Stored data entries
--------

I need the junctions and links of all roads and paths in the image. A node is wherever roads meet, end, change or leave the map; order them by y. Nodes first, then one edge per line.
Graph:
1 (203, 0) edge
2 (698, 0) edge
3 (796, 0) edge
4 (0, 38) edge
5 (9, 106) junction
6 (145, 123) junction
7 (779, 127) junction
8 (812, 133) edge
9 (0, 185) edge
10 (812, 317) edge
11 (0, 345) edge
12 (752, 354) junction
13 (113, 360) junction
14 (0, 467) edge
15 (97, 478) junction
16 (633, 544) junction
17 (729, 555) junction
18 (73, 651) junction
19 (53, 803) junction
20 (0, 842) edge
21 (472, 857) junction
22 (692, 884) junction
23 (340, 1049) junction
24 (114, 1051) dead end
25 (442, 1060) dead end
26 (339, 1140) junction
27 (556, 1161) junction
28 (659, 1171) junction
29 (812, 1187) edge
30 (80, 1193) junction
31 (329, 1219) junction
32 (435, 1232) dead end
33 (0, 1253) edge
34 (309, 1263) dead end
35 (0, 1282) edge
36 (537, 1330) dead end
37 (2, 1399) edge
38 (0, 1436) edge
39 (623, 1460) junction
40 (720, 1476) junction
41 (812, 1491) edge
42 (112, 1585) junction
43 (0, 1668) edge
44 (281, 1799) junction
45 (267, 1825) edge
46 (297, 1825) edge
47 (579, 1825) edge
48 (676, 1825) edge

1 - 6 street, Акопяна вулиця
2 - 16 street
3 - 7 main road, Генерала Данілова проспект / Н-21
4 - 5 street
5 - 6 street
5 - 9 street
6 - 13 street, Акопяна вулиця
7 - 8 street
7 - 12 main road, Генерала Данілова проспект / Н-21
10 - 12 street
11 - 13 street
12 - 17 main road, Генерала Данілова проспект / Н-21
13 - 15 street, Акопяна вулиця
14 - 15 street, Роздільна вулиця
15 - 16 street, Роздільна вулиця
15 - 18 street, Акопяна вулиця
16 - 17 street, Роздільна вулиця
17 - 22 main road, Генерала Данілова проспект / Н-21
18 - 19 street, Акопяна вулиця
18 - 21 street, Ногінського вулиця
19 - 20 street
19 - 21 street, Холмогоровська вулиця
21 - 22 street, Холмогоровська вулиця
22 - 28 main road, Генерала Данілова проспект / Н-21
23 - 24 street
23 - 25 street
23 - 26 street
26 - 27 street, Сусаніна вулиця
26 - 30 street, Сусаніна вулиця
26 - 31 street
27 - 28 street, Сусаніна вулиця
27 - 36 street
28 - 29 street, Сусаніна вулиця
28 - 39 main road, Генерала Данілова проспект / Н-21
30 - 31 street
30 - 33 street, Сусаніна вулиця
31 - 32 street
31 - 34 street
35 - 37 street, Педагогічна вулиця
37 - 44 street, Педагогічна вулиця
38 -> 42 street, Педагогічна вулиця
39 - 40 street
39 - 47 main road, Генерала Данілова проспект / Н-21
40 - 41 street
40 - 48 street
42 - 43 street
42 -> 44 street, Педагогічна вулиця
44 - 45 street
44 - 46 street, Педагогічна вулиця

--------

About this exercise -
Give back every line of the data exactly as it was written.

Answer section -
I need the junctions and links of all roads and paths in the image. A node is wherever roads meet, end, change or leave the map; order them by y. Nodes first, then one edge per line.
Graph:
1 (203, 0) edge
2 (698, 0) edge
3 (796, 0) edge
4 (0, 38) edge
5 (9, 106) junction
6 (145, 123) junction
7 (779, 127) junction
8 (812, 133) edge
9 (0, 185) edge
10 (812, 317) edge
11 (0, 345) edge
12 (752, 354) junction
13 (113, 360) junction
14 (0, 467) edge
15 (97, 478) junction
16 (633, 544) junction
17 (729, 555) junction
18 (73, 651) junction
19 (53, 803) junction
20 (0, 842) edge
21 (472, 857) junction
22 (692, 884) junction
23 (340, 1049) junction
24 (114, 1051) dead end
25 (442, 1060) dead end
26 (339, 1140) junction
27 (556, 1161) junction
28 (659, 1171) junction
29 (812, 1187) edge
30 (80, 1193) junction
31 (329, 1219) junction
32 (435, 1232) dead end
33 (0, 1253) edge
34 (309, 1263) dead end
35 (0, 1282) edge
36 (537, 1330) dead end
37 (2, 1399) edge
38 (0, 1436) edge
39 (623, 1460) junction
40 (720, 1476) junction
41 (812, 1491) edge
42 (112, 1585) junction
43 (0, 1668) edge
44 (281, 1799) junction
45 (267, 1825) edge
46 (297, 1825) edge
47 (579, 1825) edge
48 (676, 1825) edge

1 - 6 street, Акопяна вулиця
2 - 16 street
3 - 7 main road, Генерала Данілова проспект / Н-21
4 - 5 street
5 - 6 street
5 - 9 street
6 - 13 street, Акопяна вулиця
7 - 8 street
7 - 12 main road, Генерала Данілова проспект / Н-21
10 - 12 street
11 - 13 street
12 - 17 main road, Генерала Данілова проспект / Н-21
13 - 15 street, Акопяна вулиця
14 - 15 street, Роздільна вулиця
15 - 16 street, Роздільна вулиця
15 - 18 street, Акопяна вулиця
16 - 17 street, Роздільна вулиця
17 - 22 main road, Генерала Данілова проспект / Н-21
18 - 19 street, Акопяна вулиця
18 - 21 street, Ногінського вулиця
19 - 20 street
19 - 21 street, Холмогоровська вулиця
21 - 22 street, Холмогоровська вулиця
22 - 28 main road, Генерала Данілова проспект / Н-21
23 - 24 street
23 - 25 street
23 - 26 street
26 - 27 street, Сусаніна вулиця
26 - 30 street, Сусаніна вулиця
26 - 31 street
27 - 28 street, Сусаніна вулиця
27 - 36 street
28 - 29 street, Сусаніна вулиця
28 - 39 main road, Генерала Данілова проспект / Н-21
30 - 31 street
30 - 33 street, Сусаніна вулиця
31 - 32 street
31 - 34 street
35 - 37 street, Педагогічна вулиця
37 - 44 street, Педагогічна вулиця
38 -> 42 street, Педагогічна вулиця
39 - 40 street
39 - 47 main road, Генерала Данілова проспект / Н-21
40 - 41 street
40 - 48 street
42 - 43 street
42 -> 44 street, Педагогічна вулиця
44 - 45 street
44 - 46 street, Педагогічна вулиця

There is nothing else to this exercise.